Once you have read the entries below, write them all out again exactly.
>>
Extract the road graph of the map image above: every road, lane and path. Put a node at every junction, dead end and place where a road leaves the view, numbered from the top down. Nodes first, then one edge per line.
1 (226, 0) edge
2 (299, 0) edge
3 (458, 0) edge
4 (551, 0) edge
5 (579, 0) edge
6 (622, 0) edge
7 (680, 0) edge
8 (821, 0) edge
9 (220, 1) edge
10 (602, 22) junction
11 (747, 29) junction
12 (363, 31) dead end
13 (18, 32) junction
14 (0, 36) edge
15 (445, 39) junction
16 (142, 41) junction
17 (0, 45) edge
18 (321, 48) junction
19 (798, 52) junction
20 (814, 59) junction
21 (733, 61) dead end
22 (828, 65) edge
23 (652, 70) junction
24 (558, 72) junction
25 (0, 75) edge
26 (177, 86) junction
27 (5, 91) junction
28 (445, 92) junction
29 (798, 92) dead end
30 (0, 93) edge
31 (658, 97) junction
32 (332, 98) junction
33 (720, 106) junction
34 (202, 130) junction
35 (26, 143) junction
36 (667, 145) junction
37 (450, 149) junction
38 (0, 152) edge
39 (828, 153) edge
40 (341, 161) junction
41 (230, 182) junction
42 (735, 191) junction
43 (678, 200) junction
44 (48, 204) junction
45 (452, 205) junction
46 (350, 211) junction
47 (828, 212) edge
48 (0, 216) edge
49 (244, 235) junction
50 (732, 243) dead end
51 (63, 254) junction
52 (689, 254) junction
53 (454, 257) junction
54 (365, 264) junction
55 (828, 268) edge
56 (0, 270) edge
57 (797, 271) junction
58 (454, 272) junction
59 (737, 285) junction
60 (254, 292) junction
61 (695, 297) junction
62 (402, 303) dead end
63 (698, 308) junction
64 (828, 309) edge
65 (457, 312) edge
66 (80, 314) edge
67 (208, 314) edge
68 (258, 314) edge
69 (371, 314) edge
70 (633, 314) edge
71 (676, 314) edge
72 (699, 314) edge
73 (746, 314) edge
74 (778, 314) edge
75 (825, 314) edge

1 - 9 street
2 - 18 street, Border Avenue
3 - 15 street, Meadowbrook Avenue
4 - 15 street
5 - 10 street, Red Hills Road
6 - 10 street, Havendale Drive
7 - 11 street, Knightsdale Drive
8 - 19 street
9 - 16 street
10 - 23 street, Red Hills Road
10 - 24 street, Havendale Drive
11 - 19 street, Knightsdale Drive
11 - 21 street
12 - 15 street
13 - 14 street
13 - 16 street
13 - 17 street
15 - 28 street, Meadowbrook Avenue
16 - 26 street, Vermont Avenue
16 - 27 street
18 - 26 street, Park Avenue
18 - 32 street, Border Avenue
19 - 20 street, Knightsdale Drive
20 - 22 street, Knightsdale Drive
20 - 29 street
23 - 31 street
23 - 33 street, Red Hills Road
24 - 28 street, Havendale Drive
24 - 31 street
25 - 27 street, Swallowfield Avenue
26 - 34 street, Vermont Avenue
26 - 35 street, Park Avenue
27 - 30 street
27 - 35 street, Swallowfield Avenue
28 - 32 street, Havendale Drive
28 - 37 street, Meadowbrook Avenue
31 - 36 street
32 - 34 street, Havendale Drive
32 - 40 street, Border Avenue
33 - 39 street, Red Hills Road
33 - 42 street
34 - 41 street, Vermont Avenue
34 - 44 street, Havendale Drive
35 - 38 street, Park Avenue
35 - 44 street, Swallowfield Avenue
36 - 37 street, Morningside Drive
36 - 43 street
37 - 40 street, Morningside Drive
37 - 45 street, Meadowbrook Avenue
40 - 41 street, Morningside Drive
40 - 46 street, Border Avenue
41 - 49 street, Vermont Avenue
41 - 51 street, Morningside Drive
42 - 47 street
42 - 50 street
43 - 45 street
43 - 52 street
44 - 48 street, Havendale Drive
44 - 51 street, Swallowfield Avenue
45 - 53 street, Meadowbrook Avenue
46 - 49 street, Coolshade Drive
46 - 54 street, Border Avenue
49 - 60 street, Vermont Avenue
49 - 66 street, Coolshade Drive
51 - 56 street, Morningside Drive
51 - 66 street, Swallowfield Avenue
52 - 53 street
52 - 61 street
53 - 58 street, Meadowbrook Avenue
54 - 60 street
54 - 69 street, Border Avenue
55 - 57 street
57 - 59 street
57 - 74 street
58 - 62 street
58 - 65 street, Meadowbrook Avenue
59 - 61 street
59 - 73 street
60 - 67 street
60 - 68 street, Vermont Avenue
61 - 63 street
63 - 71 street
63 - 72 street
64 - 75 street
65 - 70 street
<<
Output of the exercise |
Extract the road graph of the map image above: every road, lane and path. Put a node at every junction, dead end and place where a road leaves the view, numbered from the top down. Nodes first, then one edge per line.
1 (226, 0) edge
2 (299, 0) edge
3 (458, 0) edge
4 (551, 0) edge
5 (579, 0) edge
6 (622, 0) edge
7 (680, 0) edge
8 (821, 0) edge
9 (220, 1) edge
10 (602, 22) junction
11 (747, 29) junction
12 (363, 31) dead end
13 (18, 32) junction
14 (0, 36) edge
15 (445, 39) junction
16 (142, 41) junction
17 (0, 45) edge
18 (321, 48) junction
19 (798, 52) junction
20 (814, 59) junction
21 (733, 61) dead end
22 (828, 65) edge
23 (652, 70) junction
24 (558, 72) junction
25 (0, 75) edge
26 (177, 86) junction
27 (5, 91) junction
28 (445, 92) junction
29 (798, 92) dead end
30 (0, 93) edge
31 (658, 97) junction
32 (332, 98) junction
33 (720, 106) junction
34 (202, 130) junction
35 (26, 143) junction
36 (667, 145) junction
37 (450, 149) junction
38 (0, 152) edge
39 (828, 153) edge
40 (341, 161) junction
41 (230, 182) junction
42 (735, 191) junction
43 (678, 200) junction
44 (48, 204) junction
45 (452, 205) junction
46 (350, 211) junction
47 (828, 212) edge
48 (0, 216) edge
49 (244, 235) junction
50 (732, 243) dead end
51 (63, 254) junction
52 (689, 254) junction
53 (454, 257) junction
54 (365, 264) junction
55 (828, 268) edge
56 (0, 270) edge
57 (797, 271) junction
58 (454, 272) junction
59 (737, 285) junction
60 (254, 292) junction
61 (695, 297) junction
62 (402, 303) dead end
63 (698, 308) junction
64 (828, 309) edge
65 (457, 312) edge
66 (80, 314) edge
67 (208, 314) edge
68 (258, 314) edge
69 (371, 314) edge
70 (633, 314) edge
71 (676, 314) edge
72 (699, 314) edge
73 (746, 314) edge
74 (778, 314) edge
75 (825, 314) edge

1 - 9 street
2 - 18 street, Border Avenue
3 - 15 street, Meadowbrook Avenue
4 - 15 street
5 - 10 street, Red Hills Road
6 - 10 street, Havendale Drive
7 - 11 street, Knightsdale Drive
8 - 19 street
9 - 16 street
10 - 23 street, Red Hills Road
10 - 24 street, Havendale Drive
11 - 19 street, Knightsdale Drive
11 - 21 street
12 - 15 street
13 - 14 street
13 - 16 street
13 - 17 street
15 - 28 street, Meadowbrook Avenue
16 - 26 street, Vermont Avenue
16 - 27 street
18 - 26 street, Park Avenue
18 - 32 street, Border Avenue
19 - 20 street, Knightsdale Drive
20 - 22 street, Knightsdale Drive
20 - 29 street
23 - 31 street
23 - 33 street, Red Hills Road
24 - 28 street, Havendale Drive
24 - 31 street
25 - 27 street, Swallowfield Avenue
26 - 34 street, Vermont Avenue
26 - 35 street, Park Avenue
27 - 30 street
27 - 35 street, Swallowfield Avenue
28 - 32 street, Havendale Drive
28 - 37 street, Meadowbrook Avenue
31 - 36 street
32 - 34 street, Havendale Drive
32 - 40 street, Border Avenue
33 - 39 street, Red Hills Road
33 - 42 street
34 - 41 street, Vermont Avenue
34 - 44 street, Havendale Drive
35 - 38 street, Park Avenue
35 - 44 street, Swallowfield Avenue
36 - 37 street, Morningside Drive
36 - 43 street
37 - 40 street, Morningside Drive
37 - 45 street, Meadowbrook Avenue
40 - 41 street, Morningside Drive
40 - 46 street, Border Avenue
41 - 49 street, Vermont Avenue
41 - 51 street, Morningside Drive
42 - 47 street
42 - 50 street
43 - 45 street
43 - 52 street
44 - 48 street, Havendale Drive
44 - 51 street, Swallowfield Avenue
45 - 53 street, Meadowbrook Avenue
46 - 49 street, Coolshade Drive
46 - 54 street, Border Avenue
49 - 60 street, Vermont Avenue
49 - 66 street, Coolshade Drive
51 - 56 street, Morningside Drive
51 - 66 street, Swallowfield Avenue
52 - 53 street
52 - 61 street
53 - 58 street, Meadowbrook Avenue
54 - 60 street
54 - 69 street, Border Avenue
55 - 57 street
57 - 59 street
57 - 74 street
58 - 62 street
58 - 65 street, Meadowbrook Avenue
59 - 61 street
59 - 73 street
60 - 67 street
60 - 68 street, Vermont Avenue
61 - 63 street
63 - 71 street
63 - 72 street
64 - 75 street
65 - 70 street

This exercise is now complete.